Requirement: Write out every line exactly, from the start of the records below to the line with "--surface:#1b232e; --page:#282f3a; --text:#f1f3f6;", and stop there. Don't write out the pictures.

Data provided:
╭──
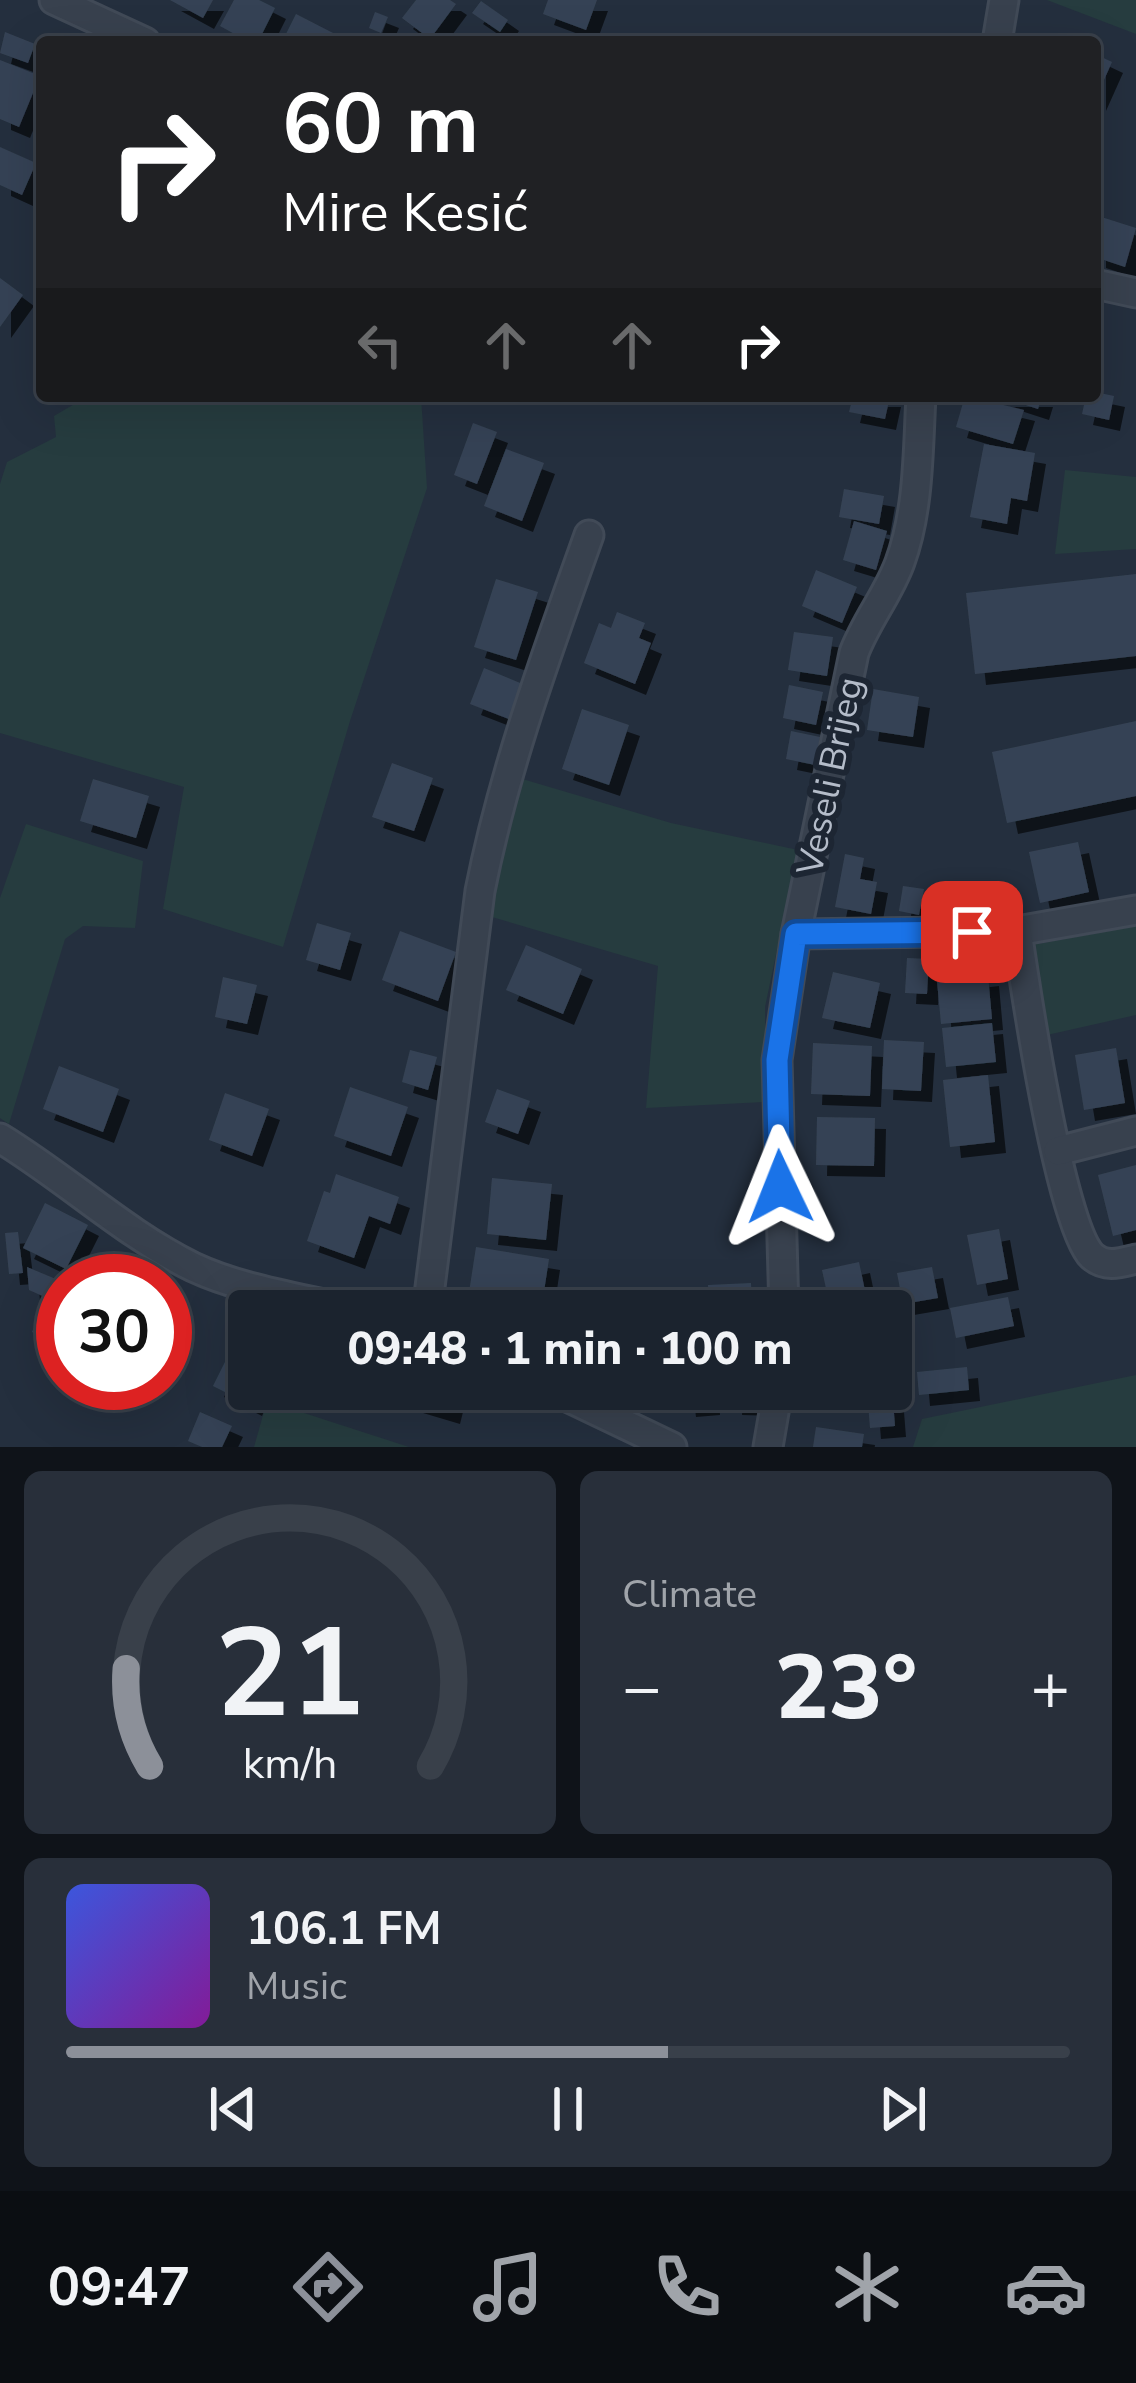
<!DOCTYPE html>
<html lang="en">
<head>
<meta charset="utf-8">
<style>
	:root { --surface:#1b232e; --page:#282f3a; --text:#f1f3f6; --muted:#a0a4aa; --line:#39404a; --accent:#8c9099 }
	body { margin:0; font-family:"Nunito Sans",sans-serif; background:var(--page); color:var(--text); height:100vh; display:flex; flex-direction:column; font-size:45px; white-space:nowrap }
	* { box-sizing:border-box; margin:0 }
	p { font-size:39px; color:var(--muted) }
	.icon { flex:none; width:66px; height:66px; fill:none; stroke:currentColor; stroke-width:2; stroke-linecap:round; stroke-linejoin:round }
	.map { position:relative; height:1447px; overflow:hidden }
	.sheet { display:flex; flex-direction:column; gap:24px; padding:24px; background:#0f1319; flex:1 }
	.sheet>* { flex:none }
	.guide { position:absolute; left:36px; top:36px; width:1065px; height:366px; border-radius:12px; box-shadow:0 12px 48px #0002,0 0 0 3px var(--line); background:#202124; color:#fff; overflow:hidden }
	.speed { position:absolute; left:36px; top:1254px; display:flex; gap:24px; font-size:60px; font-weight:700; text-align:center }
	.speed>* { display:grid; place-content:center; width:156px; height:156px; border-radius:50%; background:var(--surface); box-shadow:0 12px 48px #0002,0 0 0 3px var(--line); line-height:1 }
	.speed .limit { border:18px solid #d22; background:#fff; color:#111 }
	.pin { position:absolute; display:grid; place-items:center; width:102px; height:102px; color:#fff; margin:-51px; border-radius:24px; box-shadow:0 6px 18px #0006 }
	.me { position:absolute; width:132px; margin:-66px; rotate:358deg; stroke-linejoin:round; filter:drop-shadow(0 0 9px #0008) }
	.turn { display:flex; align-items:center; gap:42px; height:252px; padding:0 48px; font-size:54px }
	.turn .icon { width:156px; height:156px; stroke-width:2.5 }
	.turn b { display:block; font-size:84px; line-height:102px }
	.lanes { display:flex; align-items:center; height:114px; padding:0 48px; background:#0003; justify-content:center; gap:60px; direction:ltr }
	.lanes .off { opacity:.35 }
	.big { font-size:90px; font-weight:800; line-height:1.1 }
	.sheet .card { flex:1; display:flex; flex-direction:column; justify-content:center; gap:18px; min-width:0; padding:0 42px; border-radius:18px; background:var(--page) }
	.sheet .dial { align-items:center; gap:0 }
	.dial svg { height:312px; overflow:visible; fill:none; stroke:var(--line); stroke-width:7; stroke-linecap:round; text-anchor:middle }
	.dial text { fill:var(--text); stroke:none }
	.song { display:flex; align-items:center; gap:36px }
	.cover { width:144px; height:144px; border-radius:18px; background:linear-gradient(135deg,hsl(230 70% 55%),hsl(290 70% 35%)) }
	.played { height:12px; border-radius:6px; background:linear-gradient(90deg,var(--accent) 60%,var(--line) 60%) }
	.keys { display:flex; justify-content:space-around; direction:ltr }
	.heat { display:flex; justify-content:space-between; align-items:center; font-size:66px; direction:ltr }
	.sheet .tiles { flex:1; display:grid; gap:24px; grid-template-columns:1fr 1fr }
	.card:last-child { grid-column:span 2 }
	.trip { position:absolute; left:228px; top:1290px; width:684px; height:120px; border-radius:12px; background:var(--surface); box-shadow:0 12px 48px #0002,0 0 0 3px var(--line); font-weight:800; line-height:120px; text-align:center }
	.tab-bar { display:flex; height:192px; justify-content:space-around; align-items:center; background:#0b0e12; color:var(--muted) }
	.tab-bar .icon { width:84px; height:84px }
	.tab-bar .on { color:var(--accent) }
	.tab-bar b { font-size:54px; color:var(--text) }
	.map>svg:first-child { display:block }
	.green { fill:#263c3f }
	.building { fill:#364354; filter:url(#shadow) }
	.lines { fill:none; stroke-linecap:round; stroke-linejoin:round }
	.street-casing { stroke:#414a57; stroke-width:33 }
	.street { stroke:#38414e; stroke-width:27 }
	.route-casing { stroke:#114b97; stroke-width:30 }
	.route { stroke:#1a73e8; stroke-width:21 }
	.labels { text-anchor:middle; stroke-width:12; stroke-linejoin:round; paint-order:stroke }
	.street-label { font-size:36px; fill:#b4bcc9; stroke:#1d2633 }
</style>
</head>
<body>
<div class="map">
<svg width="1136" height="1447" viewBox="0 0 1136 1447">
	<defs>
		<filter id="shadow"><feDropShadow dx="11" dy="11" stdDeviation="0" flood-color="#0009"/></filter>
	</defs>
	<rect width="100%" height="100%" fill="#242f3e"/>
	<g class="green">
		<path d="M1047,0h89v34z"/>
		<path d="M88,396h333l6,92 -77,233 -67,226 -120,-38 21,-122 -184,-54v-249l7,-22 49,-25 -2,-21z"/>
		<path d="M1065,470l71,7v72l-81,5z"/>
		<path d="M519,778l152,45 127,27 -33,157v95l-119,6 12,-142 -173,-51z"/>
		<path d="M26,824l117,37 -8,67 -52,-2 -18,13 -56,185 -9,-6v-220z"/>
		<path d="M1136,926v89l-89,20 -15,-90z"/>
		<path d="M1136,1375v72h-223l9,-28z"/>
		<path d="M267,1401l142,46h-155z"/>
	</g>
	<g class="building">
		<path d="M170,0h43l-10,18z"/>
		<path d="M234,0h25l16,8 -17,34h-9l-29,-16z"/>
		<path d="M416,0h34l6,4 -26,35 -28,-21z"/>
		<path d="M548,0h49l-11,30 -43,-16z"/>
		<path d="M481,1l27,19 -8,12 -28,-19z"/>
		<path d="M375,12l13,5 -7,16 -12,-5z"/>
		<path d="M296,14l39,20 -4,8h-49z"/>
		<path d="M5,32l30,12 -7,19 -28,-10z"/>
		<path d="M1095,54l17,8 -17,38z"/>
		<path d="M0,60l40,16 -21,51 -19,-8z"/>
		<path d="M0,147l36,16 -14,32 -22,-10z"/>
		<path d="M1095,215l41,13 -11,39 -30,-10z"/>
		<path d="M0,278l23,17 -23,32z"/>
		<path d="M1095,392l19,4 -5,24 -27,-6 4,-18h9z"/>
		<path d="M853,396h37l-5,23 -36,-7z"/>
		<path d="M965,396l59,14 -11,34 -57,-17z"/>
		<path d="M998,396h44l-4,13z"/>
		<path d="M473,423l24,9 -20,52 -23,-9z"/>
		<path d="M984,444l51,9 -8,48 -16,-3 -4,26 -37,-7z"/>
		<path d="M506,449l38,14 -22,58 -38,-15z"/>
		<path d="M844,489l40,7 -5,28 -40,-7z"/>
		<path d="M854,521l33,10 -11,39 -33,-10z"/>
		<path d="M816,570l41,17 -15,36 -40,-17z"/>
		<path d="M1136,574v82l-161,18 -9,-81z"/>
		<path d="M496,579l42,13 -22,68 -42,-13z"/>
		<path d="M617,612l28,11 -6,15 12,5 -16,41 -51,-21 15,-40 12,5z"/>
		<path d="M794,632l39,5 -6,39 -39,-6z"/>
		<path d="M484,668l41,17 -14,35 -41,-16z"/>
		<path d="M789,685l34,7 -7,33 -33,-7z"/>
		<path d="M873,689l46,8 -6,40 -46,-7z"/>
		<path d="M582,709l47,16 -20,60 -47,-16z"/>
		<path d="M1136,721v75l-129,27 -15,-71z"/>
		<path d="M791,731l29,6 -5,28 -29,-6z"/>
		<path d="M392,763l41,15 -19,53 -42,-14z"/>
		<path d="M93,779l56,17 -13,42 -56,-17z"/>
		<path d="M1078,842l11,50 -49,11 -11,-51z"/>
		<path d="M845,854l19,4 -4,21 17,3 -6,32 -36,-7z"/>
		<path d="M903,886l21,3 -5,26 -20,-4z"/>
		<path d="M317,923l34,10 -11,37 -34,-10z"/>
		<path d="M400,931l56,21 -18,49 -56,-21z"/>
		<path d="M526,945l56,24 -19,45 -57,-24z"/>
		<path d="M907,958l22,1 -2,35 -22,-1z"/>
		<path d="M833,972l47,11 -10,45 -48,-10z"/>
		<path d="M988,975l4,44 -51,5 -4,-43z"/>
		<path d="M223,977l34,8 -10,39 -32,-7z"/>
		<path d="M992,1023l4,39 -50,5 -4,-39z"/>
		<path d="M884,1040l40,2 -3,49 -39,-2z"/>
		<path d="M813,1043l59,3 -2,50 -59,-2z"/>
		<path d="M1116,1048l9,55 -41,7 -9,-55z"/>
		<path d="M410,1050l27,7 -9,33 -26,-8z"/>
		<path d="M59,1066l60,23 -16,43 -60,-23z"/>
		<path d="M988,1075l7,67 -45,5 -7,-67z"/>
		<path d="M350,1087l58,20 -17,49 -57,-20z"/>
		<path d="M497,1089l33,12 -12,33 -33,-12z"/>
		<path d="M225,1093l44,16 -17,47 -43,-16z"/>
		<path d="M817,1117l58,1 -1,48 -58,-1z"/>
		<path d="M1136,1165v65l-23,6 -15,-61z"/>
		<path d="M336,1174l63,23 -9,27 -21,-8 -15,42 -47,-17 17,-50 6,2z"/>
		<path d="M492,1178l60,6 -6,56 -59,-6z"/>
		<path d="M45,1203l43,22 -22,44 -43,-21z"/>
		<path d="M999,1229l9,50 -31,6 -10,-50z"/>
		<path d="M18,1232l5,41 -14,1 -4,-41z"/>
		<path d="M476,1247l73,12 -8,52 -73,-12z"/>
		<path d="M859,1262l8,38 -37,7 -8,-37z"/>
		<path d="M27,1267l36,15v23l-34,-15z"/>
		<path d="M932,1267l6,31 -35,6 -6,-31z"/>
		<path d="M751,1283l1,28h-43l-1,-26z"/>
		<path d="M1008,1297l6,29 -58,12 -6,-30z"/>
		<path d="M46,1303l17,8v16l-7,15 -24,-10z"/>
		<path d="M230,1352l19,10v27h9l-7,16 -38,-19z"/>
		<path d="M967,1367l2,23 -50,5 -2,-23z"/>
		<path d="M416,1389h39l-6,24 -37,-11z"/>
		<path d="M683,1389h25l1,15 -24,2z"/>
		<path d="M732,1389h33v16l-34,-1z"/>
		<path d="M893,1401l2,25 -25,2 -2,-25z"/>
		<path d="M200,1412l32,14 -10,21h-20l-14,-6z"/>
		<path d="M816,1427l48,7 -2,13h-49z"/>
	</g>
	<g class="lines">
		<g class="street-casing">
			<g id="street">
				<path d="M54,0l91,42"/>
				<path d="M997,42l7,-42"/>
				<path d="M1095,284l41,9"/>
				<path d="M1017,931l119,-21"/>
				<path d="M796,934l221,-3c8,55 43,294 75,325 14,12 28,7 44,3"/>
				<path d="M0,1138c66,40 124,95 193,129 49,23 108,31 161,44"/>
				<path d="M1058,1151l78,-20"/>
				<path d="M427,1311l53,-420c24,-122 67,-238 109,-356"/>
				<path d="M784,1311l-7,-251 19,-126 58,-281c12,-32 35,-60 46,-91 19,-52 18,-112 21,-166"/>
				<path d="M551,1389l121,58"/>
				<path d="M768,1447l10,-58"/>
			</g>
		</g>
		<use href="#street" class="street"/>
	</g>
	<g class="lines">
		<g class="route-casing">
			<path id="route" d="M780,1187l-3,-127 19,-126 176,-2"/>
		</g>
		<use href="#route" class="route"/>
	</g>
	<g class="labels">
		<g class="street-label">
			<text transform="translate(829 776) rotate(-78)" y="13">Veseli Brijeg</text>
		</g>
	</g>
</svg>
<div class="speed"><div class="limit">30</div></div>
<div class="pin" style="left:972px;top:932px;background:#d93025"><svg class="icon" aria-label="arrive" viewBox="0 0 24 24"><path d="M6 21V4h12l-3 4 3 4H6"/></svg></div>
<svg class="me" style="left:780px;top:1187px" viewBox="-20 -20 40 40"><path d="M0-17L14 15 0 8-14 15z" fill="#1a73e8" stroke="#fff" stroke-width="4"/></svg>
<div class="trip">09:48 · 1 min · 100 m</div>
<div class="guide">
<div class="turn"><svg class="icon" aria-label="right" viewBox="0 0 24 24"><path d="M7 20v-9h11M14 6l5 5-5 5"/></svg><div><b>60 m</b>Mire Kesić</div></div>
<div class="lanes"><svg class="icon off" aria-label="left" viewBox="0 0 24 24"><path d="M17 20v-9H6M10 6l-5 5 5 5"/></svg><svg class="icon off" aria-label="ahead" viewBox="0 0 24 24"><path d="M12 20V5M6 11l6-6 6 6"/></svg><svg class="icon off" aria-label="ahead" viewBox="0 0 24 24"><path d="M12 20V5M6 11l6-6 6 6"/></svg><svg class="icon" aria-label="right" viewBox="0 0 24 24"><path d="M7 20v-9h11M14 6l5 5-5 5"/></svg></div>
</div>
</div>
<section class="sheet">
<div class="tiles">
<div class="card dial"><svg viewBox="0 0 100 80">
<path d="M14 69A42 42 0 1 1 86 69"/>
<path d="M14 69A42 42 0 0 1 8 44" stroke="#8c9099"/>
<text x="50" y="56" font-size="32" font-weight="700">21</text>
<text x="50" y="72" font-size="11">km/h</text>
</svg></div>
<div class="card"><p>Climate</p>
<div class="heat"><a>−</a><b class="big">23°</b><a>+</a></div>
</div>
<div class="card">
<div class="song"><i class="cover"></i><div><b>106.1 FM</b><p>Music</p></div></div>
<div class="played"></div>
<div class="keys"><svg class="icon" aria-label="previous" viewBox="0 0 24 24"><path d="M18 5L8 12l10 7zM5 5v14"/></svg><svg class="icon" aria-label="pause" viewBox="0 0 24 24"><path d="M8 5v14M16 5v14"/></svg><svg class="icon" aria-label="next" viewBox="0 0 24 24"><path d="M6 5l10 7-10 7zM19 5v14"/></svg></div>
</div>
</div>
</section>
<nav class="tab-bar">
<b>09:47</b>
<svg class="icon on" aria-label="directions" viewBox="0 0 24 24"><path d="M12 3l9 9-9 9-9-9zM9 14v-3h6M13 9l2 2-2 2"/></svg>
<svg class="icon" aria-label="music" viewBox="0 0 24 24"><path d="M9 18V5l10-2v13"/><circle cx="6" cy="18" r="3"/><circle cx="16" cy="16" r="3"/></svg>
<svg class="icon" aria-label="phone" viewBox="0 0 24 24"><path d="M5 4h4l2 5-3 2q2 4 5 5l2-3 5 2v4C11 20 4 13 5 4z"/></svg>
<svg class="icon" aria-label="climate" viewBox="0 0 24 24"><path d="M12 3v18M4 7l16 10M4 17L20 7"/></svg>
<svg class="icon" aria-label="car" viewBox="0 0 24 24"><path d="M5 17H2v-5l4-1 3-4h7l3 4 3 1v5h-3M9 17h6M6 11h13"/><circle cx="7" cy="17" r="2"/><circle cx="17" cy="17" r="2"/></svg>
</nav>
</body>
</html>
╰──
Answer to this exercise:
<!DOCTYPE html>
<html lang="en">
<head>
<meta charset="utf-8">
<style>
	:root { --surface:#1b232e; --page:#282f3a; --text:#f1f3f6; --muted:#a0a4aa; --line:#39404a; --accent:#8c9099 }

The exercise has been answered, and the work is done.